AdsorbDiff: Adsorbate Placement via Conditional Denoising Diffusion
Adeesh Kolluru, John R Kitchin
TL;DR
AdsorbDiff reframes adsorbate placement on slabs as a conditional denoising diffusion problem that respects the translation $T(2)$ and rotation $SO(3)$ symmetries and slab periodicity. By conditioning the diffusion process on relative energies $E_{ ext{rel}}^c$ and integrating with a pretrained ML force field followed by DFT validation, the approach significantly improves the search for the lowest-energy adslab configuration, achieving a DFT success rate of $E_{Ads}^{DFT}$ within 0.1 eV in 31.8% of trials with a single site prediction—roughly 3.5x better than the naive AdsorbML baseline.
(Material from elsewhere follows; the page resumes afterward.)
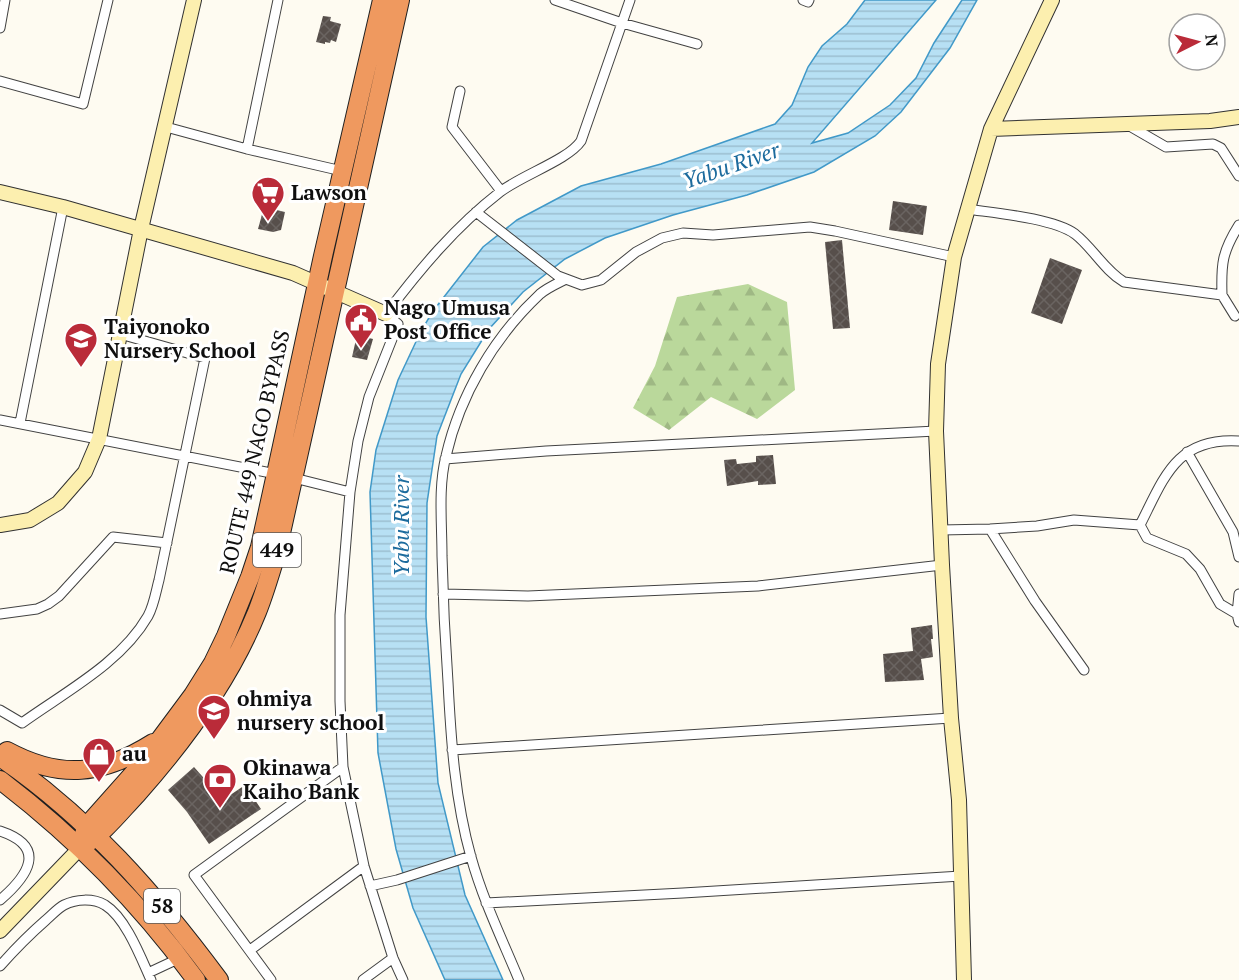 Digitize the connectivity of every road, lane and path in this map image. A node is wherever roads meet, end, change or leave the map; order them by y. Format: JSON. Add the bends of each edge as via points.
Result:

The study demonstrates that conditional diffusion coupled with end-to-end evaluation yields substantial speedups and is robust to GNN architectural choices, while benefiting from pretraining on large OC20 local optima and generalizing to unseen adsorbates and slabs, with manageable inference costs. This work offers a scalable pathway to accelerate catalyst discovery by reducing reliance on brute-force site sampling and expensive DFT checks, enabling more extensive exploration of adsorbate–slab configurations. It also highlights areas for improvement, such as handling anomalies, incorporating torsion angles for larger adsorbates, and refining constraint strategies for larger systems.
Abstract
Determining the optimal configuration of adsorbates on a slab (adslab) is pivotal in the exploration of novel catalysts across diverse applications. Traditionally, the quest for the lowest energy adslab configuration involves placing the adsorbate onto the slab followed by an optimization process. Prior methodologies have relied on heuristics, problem-specific intuitions, or brute-force approaches to guide adsorbate placement. In this work, we propose a novel framework for adsorbate placement using denoising diffusion. The model is designed to predict the optimal adsorbate site and orientation corresponding to the lowest energy configuration. Further, we have an end-to-end evaluation framework where diffusion-predicted adslab configuration is optimized with a pretrained machine learning force field and finally evaluated with Density Functional Theory (DFT). Our findings demonstrate an acceleration of up to 5x or 3.5x improvement in accuracy compared to the previous best approach. Given the novelty of this framework and application, we provide insights into the impact of pre-training, model architectures, and conduct extensive experiments to underscore the significance of this approach.